> **ASSIGNMENT**
Please say how many lines in the records below contain the word "nodes". Give only the number.

------ GIVEN RECORDS ------

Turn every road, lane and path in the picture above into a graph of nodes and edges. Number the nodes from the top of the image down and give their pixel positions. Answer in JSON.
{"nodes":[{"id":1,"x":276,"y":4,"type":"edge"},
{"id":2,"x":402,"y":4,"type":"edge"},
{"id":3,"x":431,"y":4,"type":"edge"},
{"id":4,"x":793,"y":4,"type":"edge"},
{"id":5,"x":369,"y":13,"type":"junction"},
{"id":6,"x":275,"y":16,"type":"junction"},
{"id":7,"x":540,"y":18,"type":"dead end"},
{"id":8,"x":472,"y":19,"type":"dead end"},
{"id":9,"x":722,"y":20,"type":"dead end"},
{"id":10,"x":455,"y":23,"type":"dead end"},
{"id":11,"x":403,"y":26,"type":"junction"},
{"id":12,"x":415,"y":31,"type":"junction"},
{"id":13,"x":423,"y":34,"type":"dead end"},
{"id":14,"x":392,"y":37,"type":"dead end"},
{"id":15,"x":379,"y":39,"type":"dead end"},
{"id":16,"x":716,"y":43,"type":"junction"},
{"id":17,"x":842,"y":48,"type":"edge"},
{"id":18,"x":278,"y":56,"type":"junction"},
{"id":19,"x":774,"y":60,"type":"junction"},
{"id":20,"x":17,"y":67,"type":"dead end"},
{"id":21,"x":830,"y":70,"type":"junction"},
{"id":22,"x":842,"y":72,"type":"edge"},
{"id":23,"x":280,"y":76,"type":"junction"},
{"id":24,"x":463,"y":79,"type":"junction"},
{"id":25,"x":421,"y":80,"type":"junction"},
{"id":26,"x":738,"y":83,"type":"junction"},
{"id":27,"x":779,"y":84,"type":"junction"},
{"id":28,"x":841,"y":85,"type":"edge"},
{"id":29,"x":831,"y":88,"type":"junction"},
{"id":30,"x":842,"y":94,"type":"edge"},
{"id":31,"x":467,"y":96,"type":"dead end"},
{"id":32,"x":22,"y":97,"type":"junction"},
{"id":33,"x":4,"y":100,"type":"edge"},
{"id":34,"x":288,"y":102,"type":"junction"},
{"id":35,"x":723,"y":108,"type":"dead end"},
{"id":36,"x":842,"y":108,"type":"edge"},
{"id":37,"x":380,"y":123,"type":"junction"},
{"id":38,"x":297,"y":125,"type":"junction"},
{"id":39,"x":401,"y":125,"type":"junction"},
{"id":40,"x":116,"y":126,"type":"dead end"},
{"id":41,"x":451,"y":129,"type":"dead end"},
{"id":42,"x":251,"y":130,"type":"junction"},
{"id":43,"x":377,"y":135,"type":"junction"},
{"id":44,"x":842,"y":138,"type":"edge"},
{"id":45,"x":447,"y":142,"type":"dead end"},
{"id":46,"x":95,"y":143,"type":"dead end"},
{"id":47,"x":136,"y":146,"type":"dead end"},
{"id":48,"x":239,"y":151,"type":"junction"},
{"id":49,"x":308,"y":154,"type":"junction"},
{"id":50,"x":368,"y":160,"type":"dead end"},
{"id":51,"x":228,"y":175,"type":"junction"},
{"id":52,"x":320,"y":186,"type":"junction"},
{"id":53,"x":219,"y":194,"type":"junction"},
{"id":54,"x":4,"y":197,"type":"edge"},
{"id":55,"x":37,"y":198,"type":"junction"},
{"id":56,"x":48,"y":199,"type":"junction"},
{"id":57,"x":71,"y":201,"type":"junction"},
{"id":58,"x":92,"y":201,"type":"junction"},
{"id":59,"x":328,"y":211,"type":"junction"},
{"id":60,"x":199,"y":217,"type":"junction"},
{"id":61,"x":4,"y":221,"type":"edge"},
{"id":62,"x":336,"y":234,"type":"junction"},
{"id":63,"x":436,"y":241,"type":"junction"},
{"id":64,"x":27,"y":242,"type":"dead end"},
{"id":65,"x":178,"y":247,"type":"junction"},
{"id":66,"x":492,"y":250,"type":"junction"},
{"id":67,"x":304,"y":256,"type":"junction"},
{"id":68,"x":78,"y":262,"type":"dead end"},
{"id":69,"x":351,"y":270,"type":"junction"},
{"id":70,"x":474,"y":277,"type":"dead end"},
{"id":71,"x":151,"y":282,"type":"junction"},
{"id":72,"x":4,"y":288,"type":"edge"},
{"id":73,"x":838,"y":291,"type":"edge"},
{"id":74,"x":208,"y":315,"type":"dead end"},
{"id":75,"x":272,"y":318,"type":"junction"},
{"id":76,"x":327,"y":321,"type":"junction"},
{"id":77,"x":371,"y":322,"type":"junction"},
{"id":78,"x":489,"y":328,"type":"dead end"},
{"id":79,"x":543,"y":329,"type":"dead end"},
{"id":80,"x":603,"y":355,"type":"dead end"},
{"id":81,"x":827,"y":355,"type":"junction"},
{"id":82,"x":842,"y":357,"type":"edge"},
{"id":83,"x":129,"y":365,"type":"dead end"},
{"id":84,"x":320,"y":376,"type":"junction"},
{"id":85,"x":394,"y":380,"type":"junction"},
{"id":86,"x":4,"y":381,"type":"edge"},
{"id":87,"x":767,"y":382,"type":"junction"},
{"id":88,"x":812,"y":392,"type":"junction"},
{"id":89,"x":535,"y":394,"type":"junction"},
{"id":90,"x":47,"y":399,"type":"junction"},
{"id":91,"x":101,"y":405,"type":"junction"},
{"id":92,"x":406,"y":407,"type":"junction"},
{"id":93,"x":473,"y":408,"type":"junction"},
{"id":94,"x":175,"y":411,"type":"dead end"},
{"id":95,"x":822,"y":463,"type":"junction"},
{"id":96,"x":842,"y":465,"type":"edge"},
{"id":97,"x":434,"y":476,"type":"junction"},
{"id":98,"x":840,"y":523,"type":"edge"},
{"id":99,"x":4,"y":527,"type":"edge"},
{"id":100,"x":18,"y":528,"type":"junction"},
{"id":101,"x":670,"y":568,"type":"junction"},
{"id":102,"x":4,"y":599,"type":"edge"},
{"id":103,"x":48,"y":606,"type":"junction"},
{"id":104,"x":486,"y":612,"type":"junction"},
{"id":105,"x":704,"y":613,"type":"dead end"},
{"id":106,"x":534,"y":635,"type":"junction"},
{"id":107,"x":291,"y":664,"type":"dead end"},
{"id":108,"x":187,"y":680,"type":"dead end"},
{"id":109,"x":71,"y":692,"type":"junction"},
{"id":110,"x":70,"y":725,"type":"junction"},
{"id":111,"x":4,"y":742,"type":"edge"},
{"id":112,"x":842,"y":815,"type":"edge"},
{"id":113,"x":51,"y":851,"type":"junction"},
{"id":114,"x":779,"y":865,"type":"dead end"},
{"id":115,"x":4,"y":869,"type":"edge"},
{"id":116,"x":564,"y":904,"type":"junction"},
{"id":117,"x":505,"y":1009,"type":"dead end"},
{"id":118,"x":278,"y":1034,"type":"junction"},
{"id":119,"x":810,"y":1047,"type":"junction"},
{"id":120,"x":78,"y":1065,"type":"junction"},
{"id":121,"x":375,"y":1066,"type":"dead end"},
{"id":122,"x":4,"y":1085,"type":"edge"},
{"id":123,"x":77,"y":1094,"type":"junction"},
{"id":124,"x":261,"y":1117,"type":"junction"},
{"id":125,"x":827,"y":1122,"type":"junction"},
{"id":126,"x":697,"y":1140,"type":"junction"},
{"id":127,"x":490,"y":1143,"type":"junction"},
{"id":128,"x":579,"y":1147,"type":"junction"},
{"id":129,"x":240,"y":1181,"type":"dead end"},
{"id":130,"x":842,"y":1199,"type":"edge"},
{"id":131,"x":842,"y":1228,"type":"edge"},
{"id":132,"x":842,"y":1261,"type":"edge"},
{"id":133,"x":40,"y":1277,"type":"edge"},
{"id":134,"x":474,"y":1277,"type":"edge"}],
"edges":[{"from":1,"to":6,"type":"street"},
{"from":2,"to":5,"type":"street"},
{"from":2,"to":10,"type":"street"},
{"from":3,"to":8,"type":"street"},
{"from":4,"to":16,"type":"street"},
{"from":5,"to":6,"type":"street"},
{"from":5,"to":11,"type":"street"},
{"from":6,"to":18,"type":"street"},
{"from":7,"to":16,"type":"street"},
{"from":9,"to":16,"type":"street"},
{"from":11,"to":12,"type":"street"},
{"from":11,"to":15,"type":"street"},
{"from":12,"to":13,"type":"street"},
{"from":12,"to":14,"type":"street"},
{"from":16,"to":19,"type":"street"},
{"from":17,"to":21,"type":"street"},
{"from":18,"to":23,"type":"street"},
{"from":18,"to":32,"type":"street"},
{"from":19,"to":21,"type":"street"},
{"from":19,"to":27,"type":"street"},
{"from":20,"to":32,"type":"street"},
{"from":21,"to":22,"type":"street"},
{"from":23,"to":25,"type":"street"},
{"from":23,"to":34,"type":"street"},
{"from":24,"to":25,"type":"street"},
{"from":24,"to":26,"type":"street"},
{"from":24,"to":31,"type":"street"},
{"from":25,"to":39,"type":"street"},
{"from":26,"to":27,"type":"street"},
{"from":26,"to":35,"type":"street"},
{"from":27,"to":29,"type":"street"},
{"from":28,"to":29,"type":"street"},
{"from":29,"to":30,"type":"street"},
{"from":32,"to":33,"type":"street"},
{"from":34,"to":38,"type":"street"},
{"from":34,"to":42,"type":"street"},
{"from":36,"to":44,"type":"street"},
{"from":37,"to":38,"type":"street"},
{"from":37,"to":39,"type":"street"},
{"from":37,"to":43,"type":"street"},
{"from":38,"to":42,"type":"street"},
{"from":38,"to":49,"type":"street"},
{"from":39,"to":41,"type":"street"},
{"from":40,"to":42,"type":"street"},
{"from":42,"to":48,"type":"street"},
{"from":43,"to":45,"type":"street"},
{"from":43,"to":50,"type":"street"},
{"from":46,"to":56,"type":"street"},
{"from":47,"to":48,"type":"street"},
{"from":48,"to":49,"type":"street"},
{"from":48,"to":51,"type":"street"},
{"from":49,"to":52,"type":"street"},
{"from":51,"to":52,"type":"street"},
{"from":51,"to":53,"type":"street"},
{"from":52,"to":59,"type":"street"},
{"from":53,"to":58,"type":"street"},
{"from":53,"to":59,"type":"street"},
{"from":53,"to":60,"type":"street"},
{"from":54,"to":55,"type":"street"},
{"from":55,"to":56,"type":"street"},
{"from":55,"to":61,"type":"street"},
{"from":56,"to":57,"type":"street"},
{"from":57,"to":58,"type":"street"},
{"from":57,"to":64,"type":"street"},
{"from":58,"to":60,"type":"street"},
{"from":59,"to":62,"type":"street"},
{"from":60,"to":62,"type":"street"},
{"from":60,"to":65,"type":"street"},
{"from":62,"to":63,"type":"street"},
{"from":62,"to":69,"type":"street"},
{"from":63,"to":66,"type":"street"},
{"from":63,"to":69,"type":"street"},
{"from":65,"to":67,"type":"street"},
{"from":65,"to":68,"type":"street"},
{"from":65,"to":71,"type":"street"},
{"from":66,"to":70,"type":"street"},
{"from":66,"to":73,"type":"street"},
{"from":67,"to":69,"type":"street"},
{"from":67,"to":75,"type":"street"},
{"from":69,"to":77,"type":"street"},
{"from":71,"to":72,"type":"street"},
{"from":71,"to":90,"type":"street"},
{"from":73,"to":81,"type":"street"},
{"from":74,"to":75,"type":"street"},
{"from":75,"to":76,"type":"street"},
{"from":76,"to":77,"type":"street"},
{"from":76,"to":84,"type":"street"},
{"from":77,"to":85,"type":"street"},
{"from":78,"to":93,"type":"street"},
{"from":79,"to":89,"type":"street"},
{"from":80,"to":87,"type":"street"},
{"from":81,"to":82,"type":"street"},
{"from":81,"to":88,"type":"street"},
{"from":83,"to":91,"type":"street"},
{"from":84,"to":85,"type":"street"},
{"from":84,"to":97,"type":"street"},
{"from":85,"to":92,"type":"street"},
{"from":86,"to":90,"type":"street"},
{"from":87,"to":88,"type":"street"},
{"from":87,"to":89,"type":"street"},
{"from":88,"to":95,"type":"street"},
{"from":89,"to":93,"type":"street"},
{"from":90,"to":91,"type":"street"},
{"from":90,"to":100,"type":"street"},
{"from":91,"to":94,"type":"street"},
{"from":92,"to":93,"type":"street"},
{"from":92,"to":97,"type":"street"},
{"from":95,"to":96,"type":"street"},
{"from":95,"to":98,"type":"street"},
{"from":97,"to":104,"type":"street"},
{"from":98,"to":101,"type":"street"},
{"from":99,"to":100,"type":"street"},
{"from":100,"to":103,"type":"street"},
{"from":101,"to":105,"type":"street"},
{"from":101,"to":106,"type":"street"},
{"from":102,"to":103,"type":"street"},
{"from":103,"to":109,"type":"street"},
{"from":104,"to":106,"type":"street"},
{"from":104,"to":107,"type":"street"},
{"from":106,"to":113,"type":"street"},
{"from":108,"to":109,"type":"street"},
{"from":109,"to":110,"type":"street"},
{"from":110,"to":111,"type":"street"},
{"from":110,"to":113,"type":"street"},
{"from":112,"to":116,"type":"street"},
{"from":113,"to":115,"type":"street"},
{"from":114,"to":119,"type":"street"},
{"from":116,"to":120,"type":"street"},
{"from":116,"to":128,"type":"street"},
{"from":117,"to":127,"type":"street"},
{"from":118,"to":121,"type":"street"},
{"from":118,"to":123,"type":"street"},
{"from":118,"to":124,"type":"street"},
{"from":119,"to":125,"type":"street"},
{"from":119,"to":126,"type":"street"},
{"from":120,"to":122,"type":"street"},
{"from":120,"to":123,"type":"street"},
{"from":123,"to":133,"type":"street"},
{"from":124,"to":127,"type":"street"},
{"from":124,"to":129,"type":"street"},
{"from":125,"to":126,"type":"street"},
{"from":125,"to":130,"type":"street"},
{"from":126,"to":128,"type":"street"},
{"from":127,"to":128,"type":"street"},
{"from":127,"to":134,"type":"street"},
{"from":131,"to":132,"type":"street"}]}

------

> **ANSWER SPACE**
2